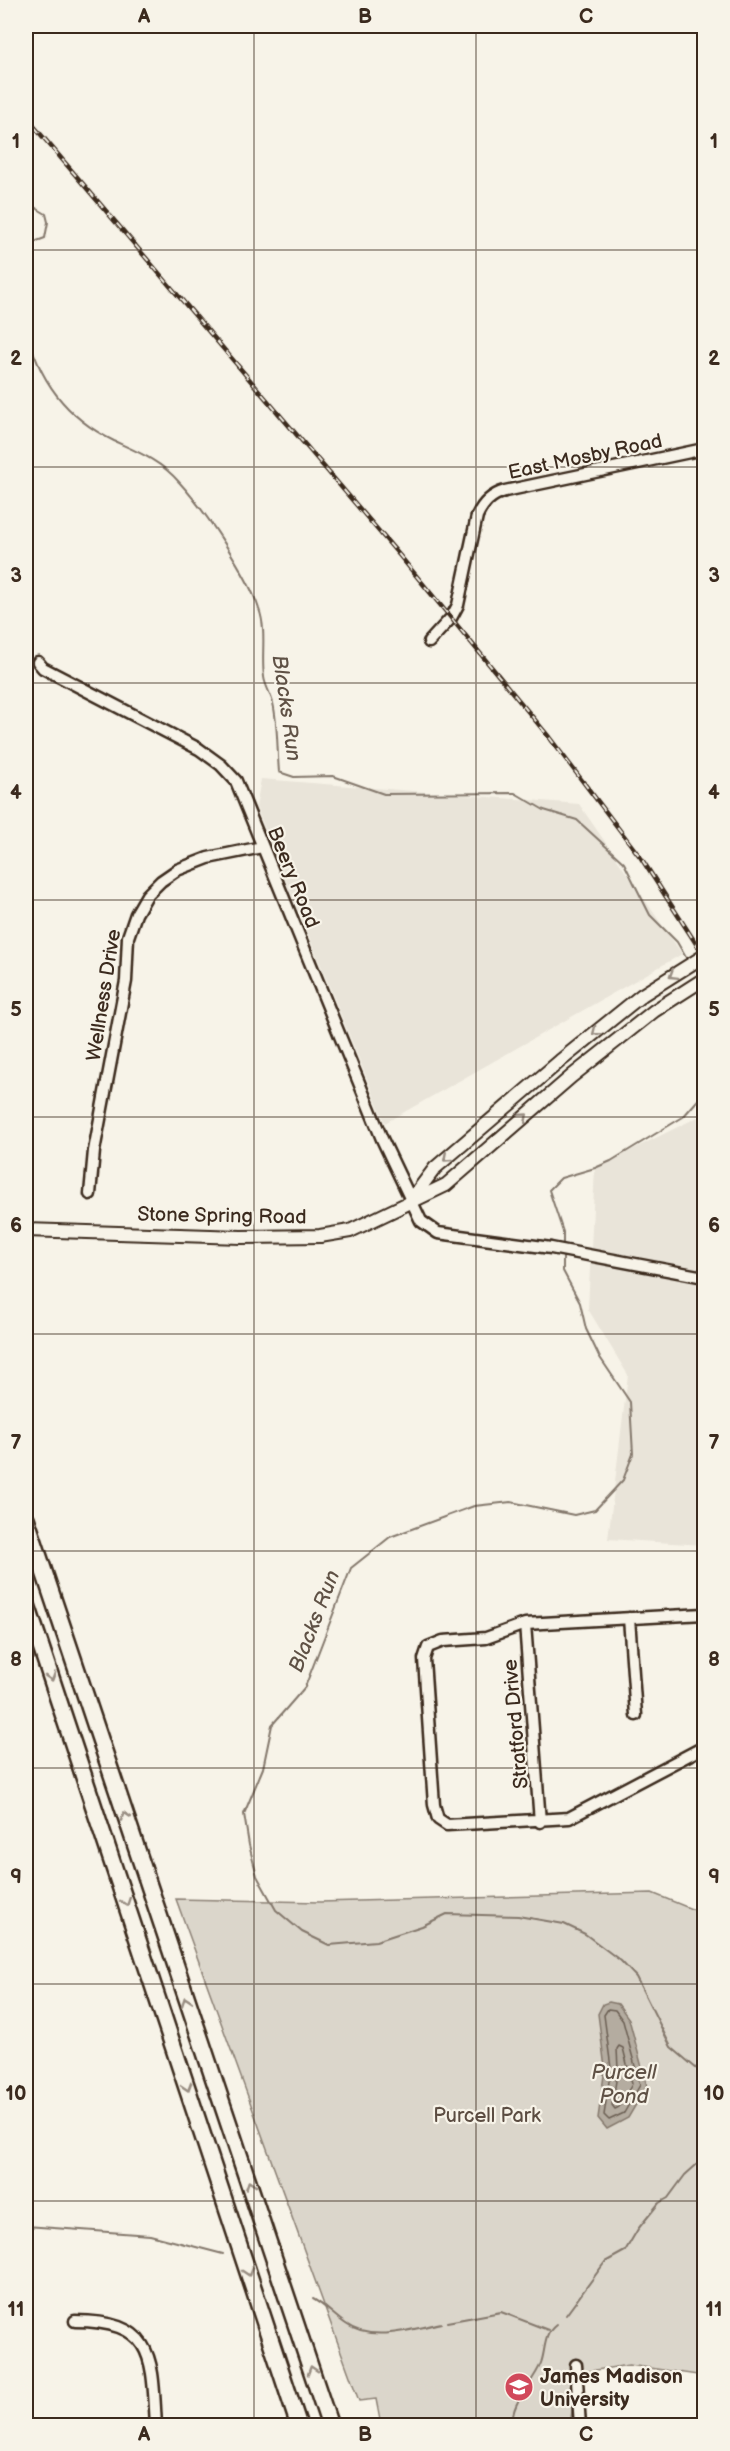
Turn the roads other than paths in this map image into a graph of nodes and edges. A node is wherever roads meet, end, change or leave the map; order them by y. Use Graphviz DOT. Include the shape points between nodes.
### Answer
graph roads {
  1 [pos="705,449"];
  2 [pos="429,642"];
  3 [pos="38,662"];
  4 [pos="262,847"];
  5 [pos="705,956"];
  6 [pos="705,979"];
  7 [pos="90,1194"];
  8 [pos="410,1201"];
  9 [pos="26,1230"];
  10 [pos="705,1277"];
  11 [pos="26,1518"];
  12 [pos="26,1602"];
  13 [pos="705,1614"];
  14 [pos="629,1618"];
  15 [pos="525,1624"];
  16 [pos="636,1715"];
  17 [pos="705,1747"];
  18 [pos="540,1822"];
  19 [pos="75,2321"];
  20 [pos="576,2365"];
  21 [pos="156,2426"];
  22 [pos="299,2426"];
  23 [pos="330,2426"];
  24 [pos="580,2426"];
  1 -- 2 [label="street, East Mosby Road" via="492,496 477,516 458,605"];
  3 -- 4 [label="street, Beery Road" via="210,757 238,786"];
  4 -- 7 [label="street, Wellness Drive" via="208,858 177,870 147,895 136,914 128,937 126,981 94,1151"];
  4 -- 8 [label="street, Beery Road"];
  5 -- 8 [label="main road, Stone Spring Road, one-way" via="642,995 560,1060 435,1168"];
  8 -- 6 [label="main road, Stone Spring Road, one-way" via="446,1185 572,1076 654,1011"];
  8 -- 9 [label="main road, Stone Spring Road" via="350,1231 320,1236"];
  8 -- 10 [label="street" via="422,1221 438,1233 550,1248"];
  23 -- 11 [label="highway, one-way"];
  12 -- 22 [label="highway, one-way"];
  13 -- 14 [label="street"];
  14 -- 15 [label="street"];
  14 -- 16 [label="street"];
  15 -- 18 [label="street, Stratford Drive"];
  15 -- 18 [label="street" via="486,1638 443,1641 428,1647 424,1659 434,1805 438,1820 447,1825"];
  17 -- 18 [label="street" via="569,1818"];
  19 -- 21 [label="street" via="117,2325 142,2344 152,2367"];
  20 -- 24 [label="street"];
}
☆ ☆ ☆
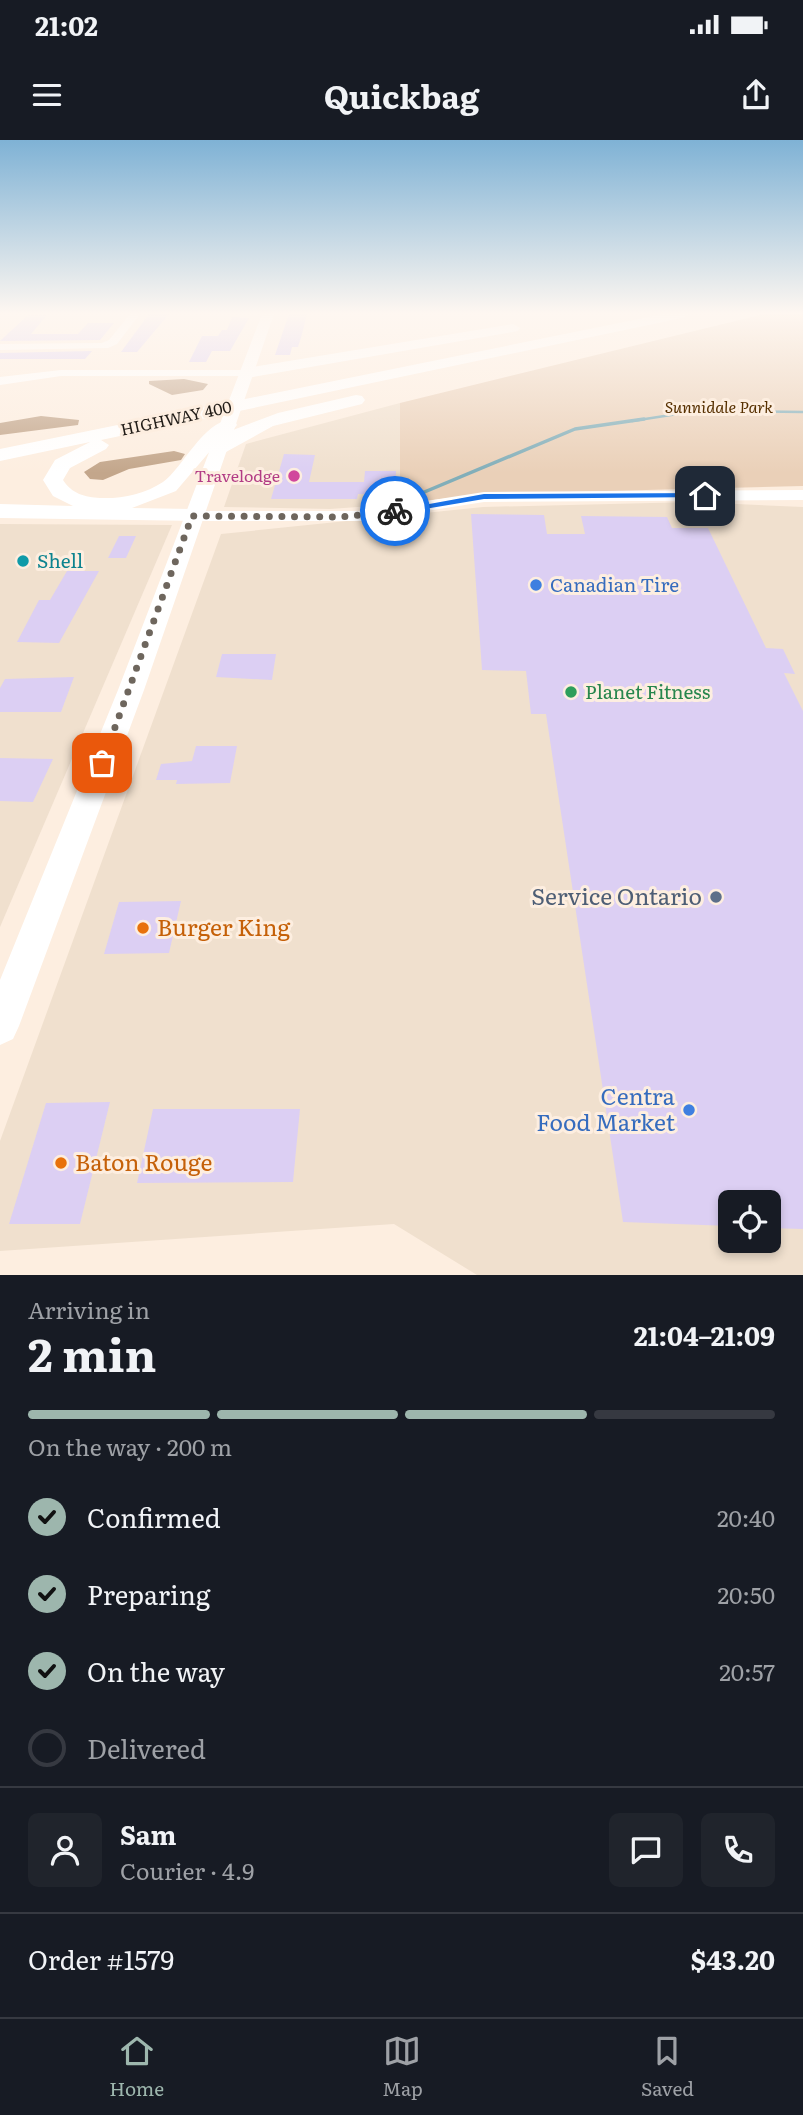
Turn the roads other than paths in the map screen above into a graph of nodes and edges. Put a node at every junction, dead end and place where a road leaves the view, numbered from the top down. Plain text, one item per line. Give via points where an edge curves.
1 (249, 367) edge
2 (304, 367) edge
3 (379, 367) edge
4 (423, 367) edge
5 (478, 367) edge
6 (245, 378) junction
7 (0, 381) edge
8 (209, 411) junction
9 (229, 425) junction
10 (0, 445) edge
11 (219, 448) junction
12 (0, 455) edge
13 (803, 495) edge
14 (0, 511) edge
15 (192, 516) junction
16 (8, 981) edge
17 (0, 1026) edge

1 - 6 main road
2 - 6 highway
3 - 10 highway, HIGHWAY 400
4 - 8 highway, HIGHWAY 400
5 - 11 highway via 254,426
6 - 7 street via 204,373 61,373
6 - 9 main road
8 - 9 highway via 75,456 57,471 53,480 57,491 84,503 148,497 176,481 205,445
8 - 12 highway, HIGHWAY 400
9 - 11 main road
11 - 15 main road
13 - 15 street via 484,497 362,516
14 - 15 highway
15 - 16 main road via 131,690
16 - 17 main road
☆ ☆ ☆
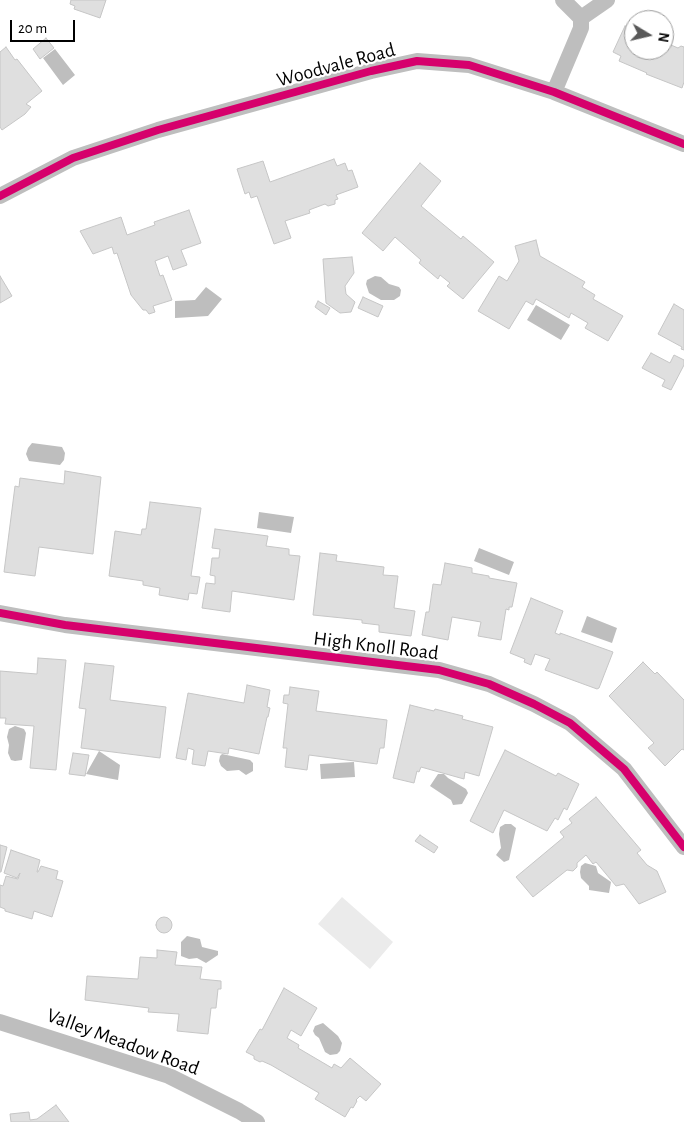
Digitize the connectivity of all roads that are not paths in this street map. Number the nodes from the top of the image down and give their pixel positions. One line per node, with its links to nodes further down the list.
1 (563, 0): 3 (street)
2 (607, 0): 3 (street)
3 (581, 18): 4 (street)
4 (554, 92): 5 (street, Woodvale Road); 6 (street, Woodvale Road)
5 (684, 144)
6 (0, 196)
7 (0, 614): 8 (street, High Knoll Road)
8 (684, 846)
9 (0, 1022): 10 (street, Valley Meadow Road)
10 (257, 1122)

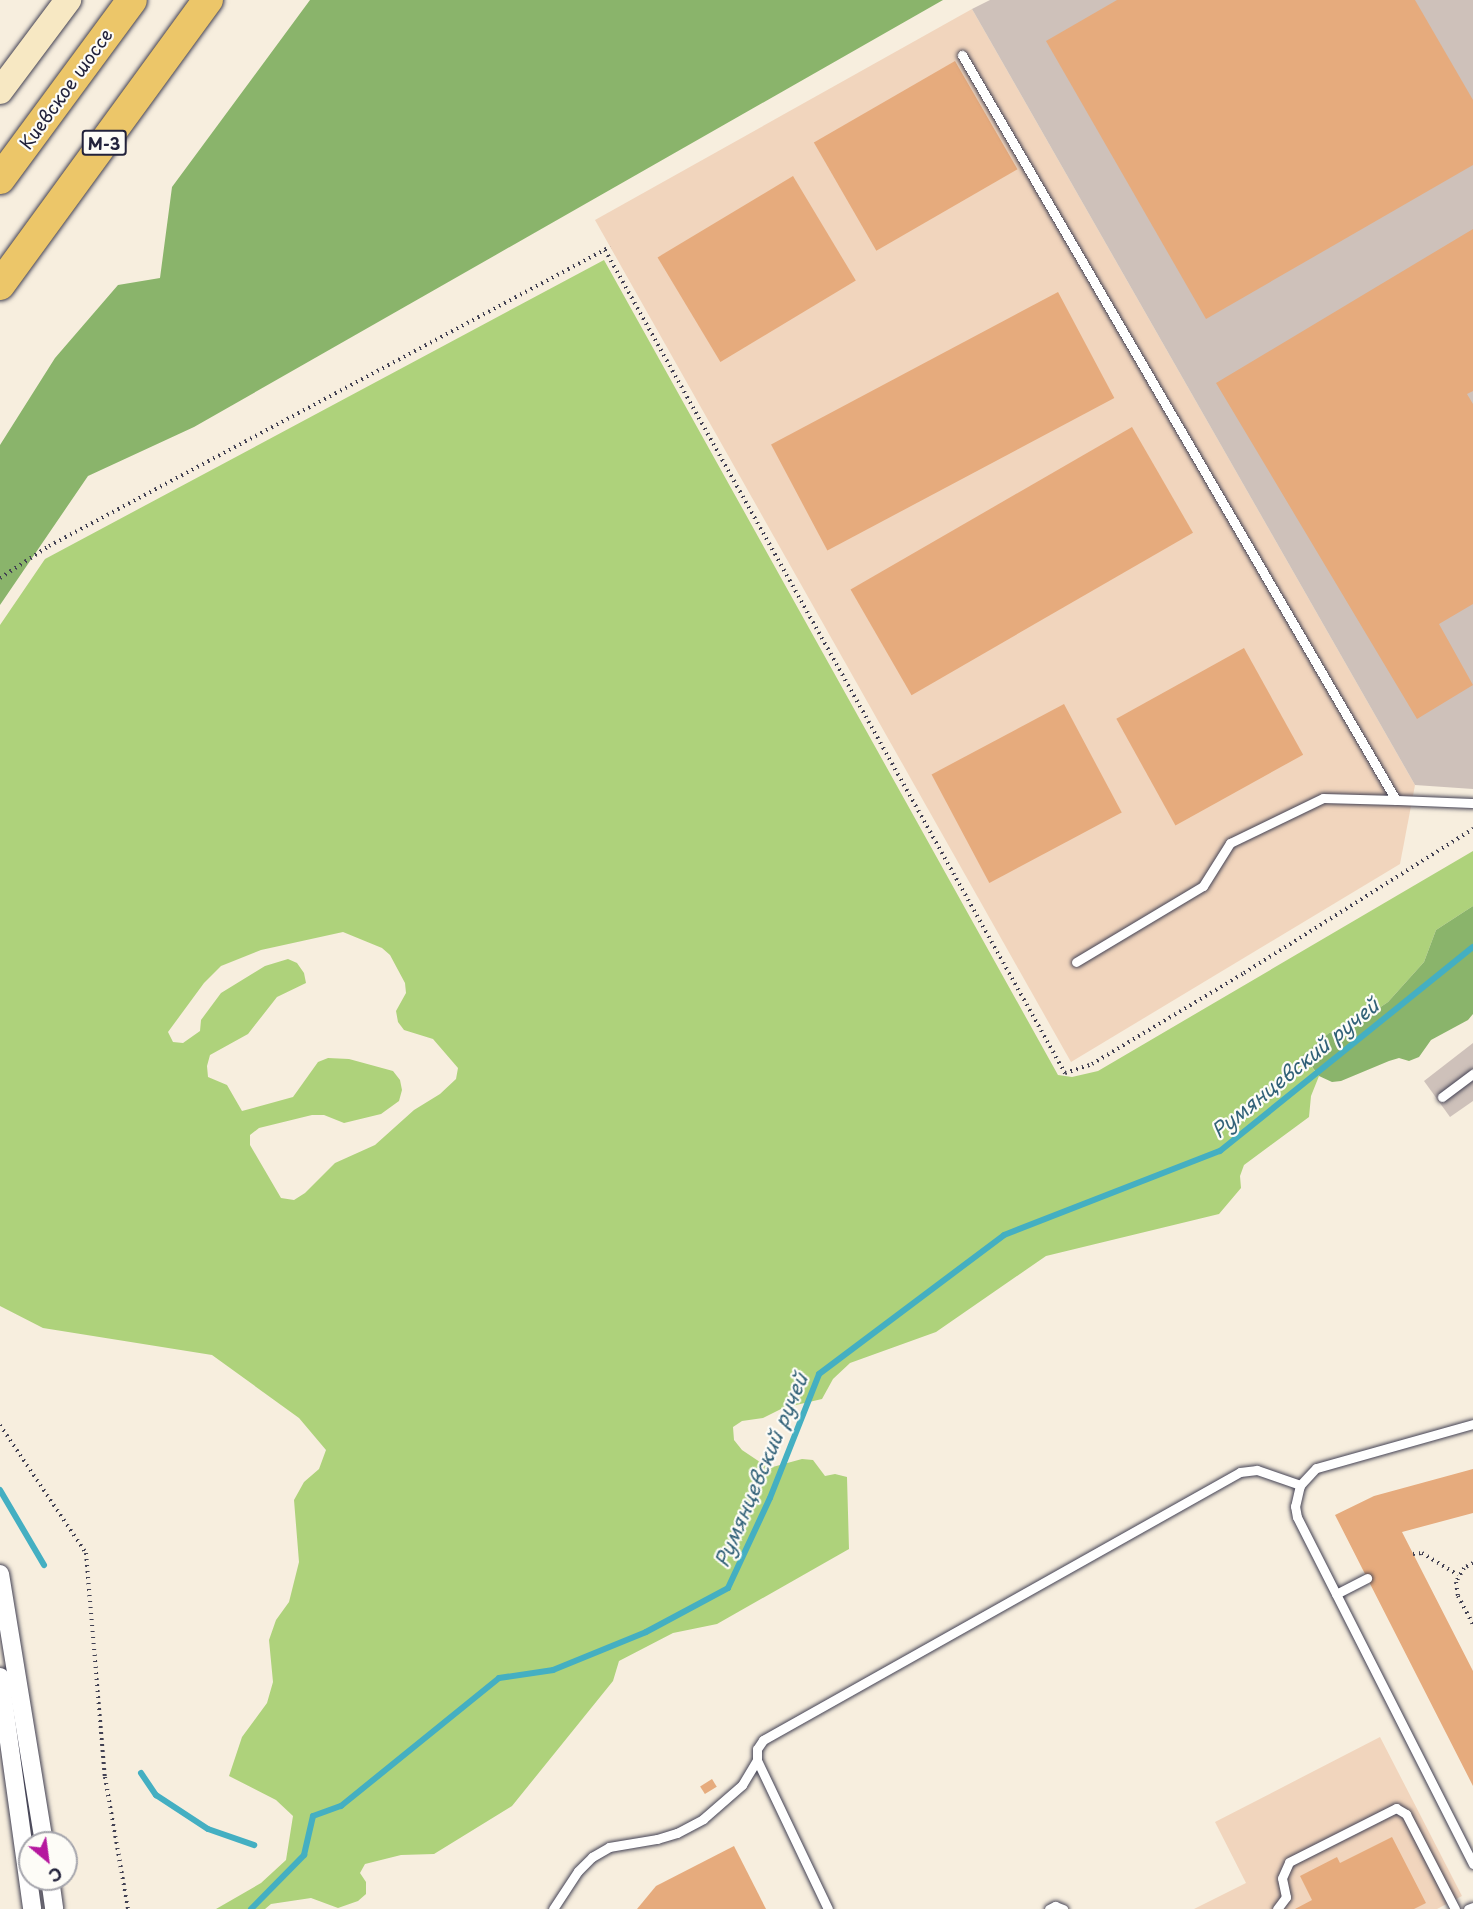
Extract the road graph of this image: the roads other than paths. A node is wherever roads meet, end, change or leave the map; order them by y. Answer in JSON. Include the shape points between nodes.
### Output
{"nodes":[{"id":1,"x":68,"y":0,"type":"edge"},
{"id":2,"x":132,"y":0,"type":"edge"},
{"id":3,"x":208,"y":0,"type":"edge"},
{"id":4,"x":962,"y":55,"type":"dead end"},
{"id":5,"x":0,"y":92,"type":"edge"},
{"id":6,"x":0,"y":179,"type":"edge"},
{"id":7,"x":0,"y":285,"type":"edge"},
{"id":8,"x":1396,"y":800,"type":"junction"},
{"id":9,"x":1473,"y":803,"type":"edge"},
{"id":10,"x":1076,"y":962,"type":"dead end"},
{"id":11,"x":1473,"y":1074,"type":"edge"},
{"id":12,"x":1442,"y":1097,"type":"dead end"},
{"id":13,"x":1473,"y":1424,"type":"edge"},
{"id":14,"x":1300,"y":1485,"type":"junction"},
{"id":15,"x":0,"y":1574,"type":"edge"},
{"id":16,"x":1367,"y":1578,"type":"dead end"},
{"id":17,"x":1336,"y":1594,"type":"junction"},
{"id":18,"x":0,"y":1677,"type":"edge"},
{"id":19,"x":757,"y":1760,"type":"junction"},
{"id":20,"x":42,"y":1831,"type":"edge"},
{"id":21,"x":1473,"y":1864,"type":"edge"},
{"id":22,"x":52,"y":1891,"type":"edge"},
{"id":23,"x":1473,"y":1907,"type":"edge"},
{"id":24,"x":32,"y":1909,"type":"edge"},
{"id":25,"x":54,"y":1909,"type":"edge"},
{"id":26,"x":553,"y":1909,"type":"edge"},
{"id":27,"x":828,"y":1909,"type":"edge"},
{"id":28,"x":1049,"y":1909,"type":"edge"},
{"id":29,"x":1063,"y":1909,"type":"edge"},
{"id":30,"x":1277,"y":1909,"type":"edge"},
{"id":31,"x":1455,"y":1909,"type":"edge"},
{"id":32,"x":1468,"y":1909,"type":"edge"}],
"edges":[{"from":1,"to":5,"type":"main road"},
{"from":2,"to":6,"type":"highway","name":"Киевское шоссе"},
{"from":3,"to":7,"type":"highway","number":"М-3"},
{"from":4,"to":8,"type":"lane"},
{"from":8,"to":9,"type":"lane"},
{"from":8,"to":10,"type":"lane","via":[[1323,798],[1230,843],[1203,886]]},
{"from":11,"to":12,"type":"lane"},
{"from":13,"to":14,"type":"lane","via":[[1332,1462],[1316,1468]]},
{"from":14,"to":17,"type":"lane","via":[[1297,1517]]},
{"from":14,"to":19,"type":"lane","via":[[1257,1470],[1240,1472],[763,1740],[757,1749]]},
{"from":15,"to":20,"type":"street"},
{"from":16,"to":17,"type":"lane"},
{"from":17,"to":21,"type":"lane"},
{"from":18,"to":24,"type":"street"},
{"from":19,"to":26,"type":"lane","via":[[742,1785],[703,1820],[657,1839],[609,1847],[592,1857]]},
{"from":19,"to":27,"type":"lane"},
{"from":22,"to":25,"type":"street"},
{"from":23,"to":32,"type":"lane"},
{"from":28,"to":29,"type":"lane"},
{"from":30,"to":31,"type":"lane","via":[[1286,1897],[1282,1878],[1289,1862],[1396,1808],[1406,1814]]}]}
☆ ☆ ☆
ABOUT THIS TASK – Whenever a line above has the word "order" in it, copy that line.

EXERCISE OUTPUT –
Turn the roads other than paths in this map image into a graph of nodes and edges. A node is wherever roads meet, end, change or leave the map; order them by y. Use Graphviz DOT. Include the shape points between nodes.
Extract the road graph of this image: the roads other than paths. A node is wherever roads meet, end, change or leave the map; order them by y. Answer in JSON. Include the shape points between nodes.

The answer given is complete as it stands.